This distinction between categories of networks active in the region had been noticed even in the early 1980s by J.P. Jacob, editor of American mail art magazine PostHype, which initiated a photographic art project by correspondence aimed at artists from Eastern Europe. -- Mădălina Brașoveanu, Independent Scholar, 2020
Introduction
The International Portfolio of Artists Photography was an assembling book project, conceived to explore the intersections of mail art, book art, and photography. Following the model of Richard Kostelanetz’ Assembling Press, for the First Portfolio Jacob invited contributors to submit seventy-five copies of an original photograph to be assembled into books. Contributions were solicited through the mail art network, in particular Judith Hoffberg’s Umbrella.
The “Notes” accompanying the First Portfolio announced the project as a ten-year effort, with subsequent volumes to focus on photography from specific geographical regions, appearing biennially. The Second Portfolio, scheduled for 1985, would focus on the the USSR and the Soviet Bloc countries of Eastern Europe; the Third on South America; the Fourth on Asia; and the Fifth, like the First, would be open to artists throughout the world.

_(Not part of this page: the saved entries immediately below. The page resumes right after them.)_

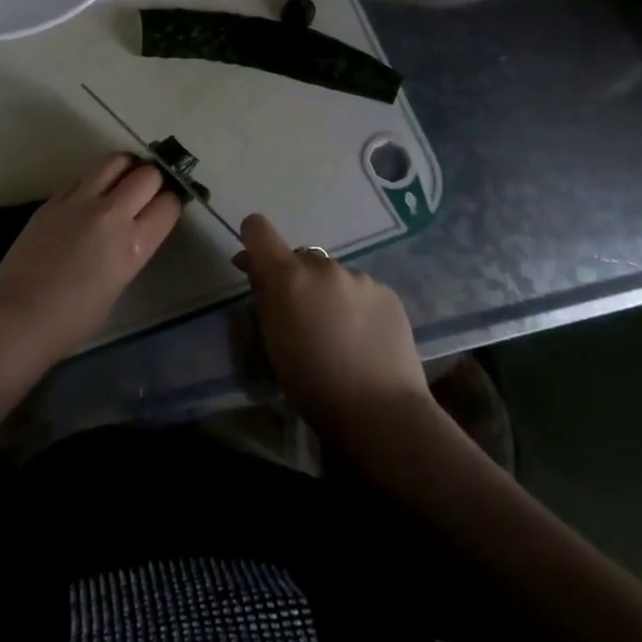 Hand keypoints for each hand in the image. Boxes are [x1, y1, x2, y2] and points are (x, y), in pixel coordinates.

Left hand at [0, 154, 181, 376]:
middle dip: (154, 180)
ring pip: (115, 161)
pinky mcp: (54, 198)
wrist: (17, 316)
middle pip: (147, 174)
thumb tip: (132, 232)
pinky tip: (90, 197)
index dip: (171, 204)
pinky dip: (95, 180)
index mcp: (133, 244)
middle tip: (148, 192)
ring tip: (123, 181)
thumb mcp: (118, 285)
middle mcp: (111, 214)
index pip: (168, 205)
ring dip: (126, 168)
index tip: (166, 209)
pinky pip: (84, 176)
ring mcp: (80, 201)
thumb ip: (130, 251)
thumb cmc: (72, 320)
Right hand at [234, 214, 431, 443]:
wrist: (381, 413)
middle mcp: (324, 266)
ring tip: (339, 333)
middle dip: (297, 279)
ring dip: (328, 293)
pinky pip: (362, 290)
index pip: (258, 229)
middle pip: (300, 258)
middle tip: (302, 317)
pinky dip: (356, 306)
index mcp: (289, 277)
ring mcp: (360, 277)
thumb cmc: (313, 385)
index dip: (253, 241)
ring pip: (333, 276)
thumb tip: (257, 271)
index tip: (256, 266)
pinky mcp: (388, 292)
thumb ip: (264, 298)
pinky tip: (364, 338)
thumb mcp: (273, 344)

Only the First Portfolio was completed as an artists’ book. Working on the Second Portfolio took Jacob to Eastern Europe and the USSR, and launched his career as a curator. The Second Portfolio is archived in two versions. The New York collection (shown on this page) compiles submissions sent to Jacob in New York City. The Budapest edition includes material sent directly to the Liget Galeria for exhibition in 1986, and preserved as the exhibition catalogue (shown here).
The Riding Beggar archive is housed with the John P. Jacob Collection at the Beinecke Rare Book and Manuscript Library, Yale University.

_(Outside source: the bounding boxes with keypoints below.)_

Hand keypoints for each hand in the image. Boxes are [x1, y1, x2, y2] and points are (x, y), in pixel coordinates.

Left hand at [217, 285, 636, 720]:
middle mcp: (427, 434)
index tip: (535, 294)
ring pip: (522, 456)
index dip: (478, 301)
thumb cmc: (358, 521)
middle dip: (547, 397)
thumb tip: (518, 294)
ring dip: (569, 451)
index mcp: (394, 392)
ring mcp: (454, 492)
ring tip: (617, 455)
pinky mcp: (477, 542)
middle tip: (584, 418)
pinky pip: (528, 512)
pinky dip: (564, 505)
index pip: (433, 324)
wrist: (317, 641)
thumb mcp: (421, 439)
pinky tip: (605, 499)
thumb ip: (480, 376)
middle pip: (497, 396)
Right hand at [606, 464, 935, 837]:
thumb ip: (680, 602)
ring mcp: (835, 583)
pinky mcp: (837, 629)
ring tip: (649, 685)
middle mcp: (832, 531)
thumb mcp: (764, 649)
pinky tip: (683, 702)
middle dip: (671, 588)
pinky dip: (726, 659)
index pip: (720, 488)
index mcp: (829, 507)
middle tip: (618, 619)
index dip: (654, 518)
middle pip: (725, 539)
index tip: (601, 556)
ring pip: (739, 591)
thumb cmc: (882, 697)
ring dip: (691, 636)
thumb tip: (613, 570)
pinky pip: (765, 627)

The First International Portfolio of Artists Photography
The First Portfolio included works by thirty-seven artists from fourteen nations. The photographs were bound into a tri-fold muslin folio that Jacob, then working as assistant to a women’s clothing designer in New York City, designed and hand-sewed. Two sets of prints were used as exhibition copies that traveled to venues in Europe, Asia, and in the US during 1983 and 1984.
In 2017, on its 35th anniversary, the First Portfolio was presented by contributor Robert Swierkeiwicz at the Liget Galeria, Budapest.
First International Portfolio of Artists Photography (Open/Download PDF)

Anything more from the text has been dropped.